Re: Link Checker Not Following Redirect (or some other problem?) from Ville Skyttä on 2002-12-06 (www-validator@w3.org from December 2002)

From: Ville Skyttä <ville.skytta@iki.fi>
Date: 07 Dec 2002 00:52:47 +0200
To: Joseph Reagle <reagle@w3.org>
Cc: www-validator@w3.org
Message-Id: <1039215167.27607.201.camel@localhost.localdomain>

On Fri, 2002-12-06 at 18:45, Joseph Reagle wrote:

> > Yes, when invoked from the web, checklink limits the recursion scope so
> > that when recursively checking <http://foo.bar.org/quux/something>, only
> > documents below <http://foo.bar.org/quux/> are checked.  When invoked
> > from command line, the -l option can be used for specifying the scope.
> 
> Is there an easy way to have it now recurse when its the same resource when 
> a index.html/Overview.html is used by the Web server?

That's not relevant.  The "base" of the URI is; meaning that checking
<http://foo.bar.org/quux/something> limits the scope such that *only*
URIs that begin with <http://foo.bar.org/quux/> will be checked.  There
have been reports about checklink wandering even to other sites, though,
so bugs may be lurking here.

And regarding your test doc at
<http://www.w3.org/Encryption/2001/Drafts/xmlenc-core/Overview.html>,
the only URI in that document which is in the recursion scope is
<http://www.w3.org/Encryption/2001/Drafts/xmlenc-core/> (which happens
to be the same resource), hence there's little recursion :)

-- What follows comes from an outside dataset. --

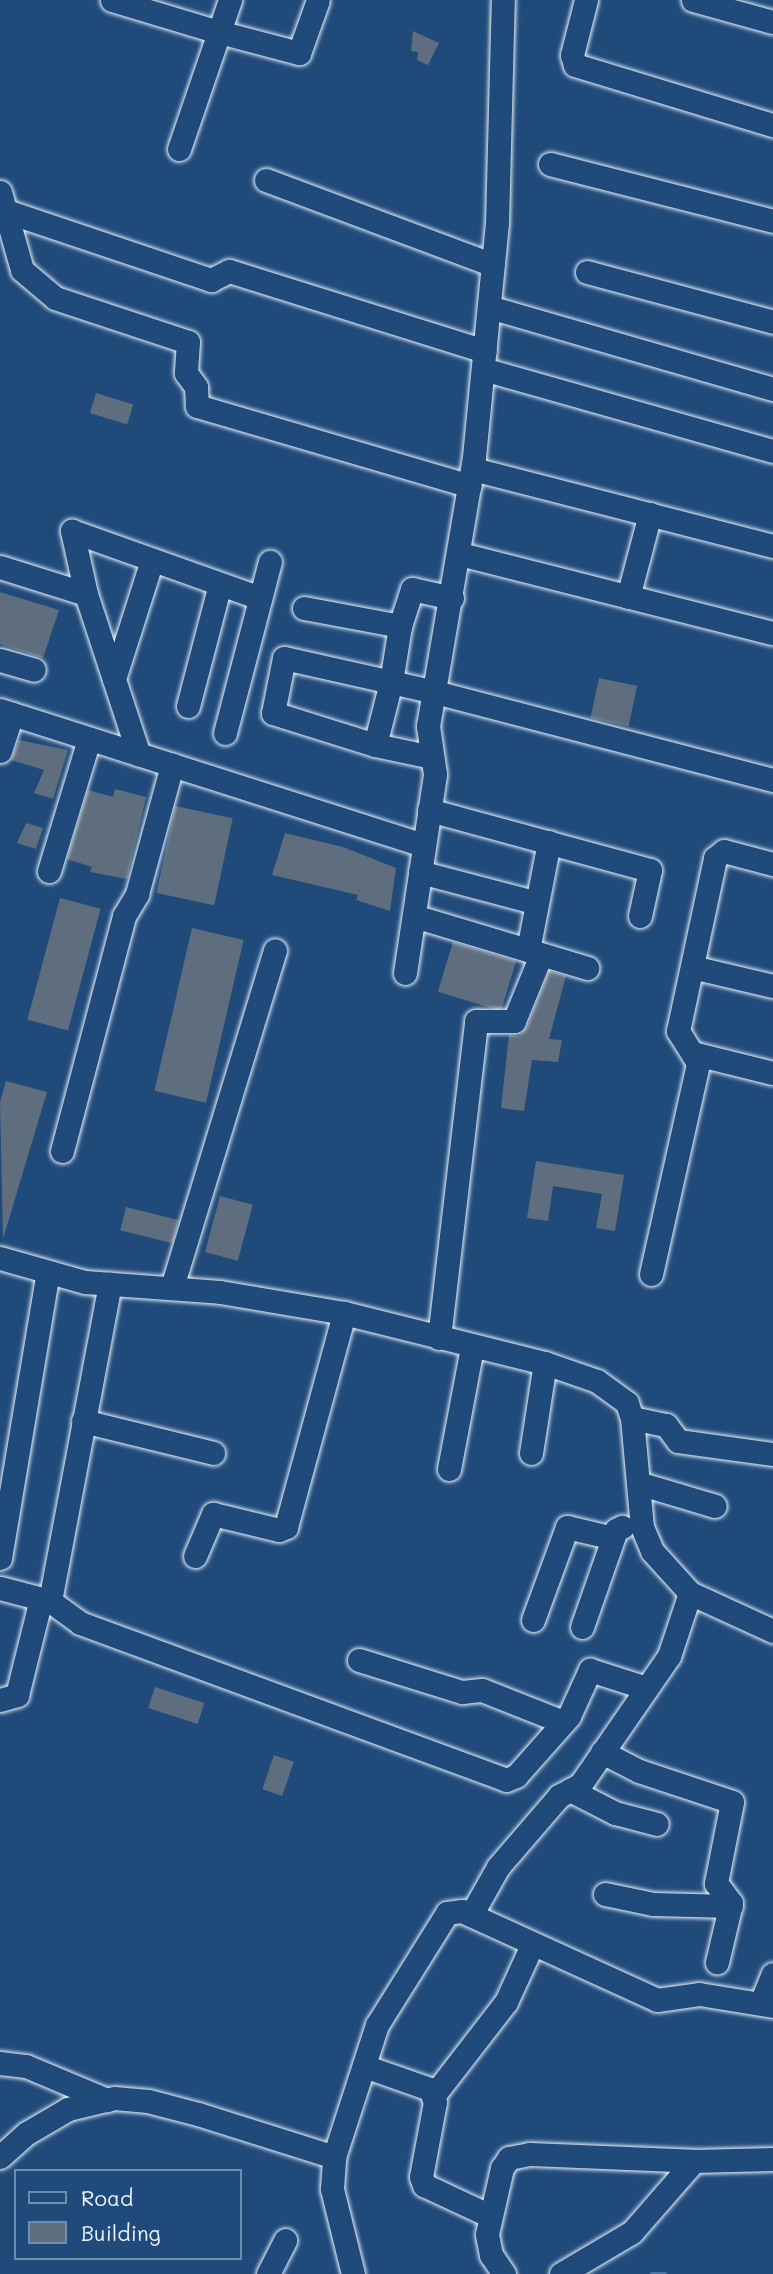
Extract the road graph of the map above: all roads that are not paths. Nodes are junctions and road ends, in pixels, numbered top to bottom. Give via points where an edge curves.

> Does checklink ask for text/html and application/xhtml+xml docs?

Currently, no Accept headers are sent at all.  This will be changed in
CVS soon.

> I content 
> negotiate on the namespace redirect [1] so if you ask for html, that's what 
> you get, if you ask for application/xml you'll get the schema and such. The 
> default is the html document though, so if you're not sending any accept 
> header, maybe I have a bug?

This logic seems to work as such.  But note that the rewrite rules snip
the fragment from the redirect URIs [1], [2].  I don't know if this is
ok.  And if the fragments were in the redirect URIs, would
<http://www.w3.org/TR/2002/REC-xmldsig-core-20020212/xmldsig-core-schema.xsd#sha1>
make any sense?

To be safe, I would probably go for proxying instead of redirecting, if
possible.

[1]
HEAD /2000/09/xmldsig#sha1 HTTP/1.0
Accept: text/html
--> Location: http://www.w3.org/TR/2002/REC-xmldsig-core-20020212/Overview.html

[2]
HEAD /2000/09/xmldsig#sha1 HTTP/1.0
Accept: text/xml
--> Location: http://www.w3.org/TR/2002/REC-xmldsig-core-20020212/xmldsig-core-schema.xsd

-- 
\/ille Skyttä
ville.skytta at iki.fi

Received on Friday, 6 December 2002 17:51:39 UTC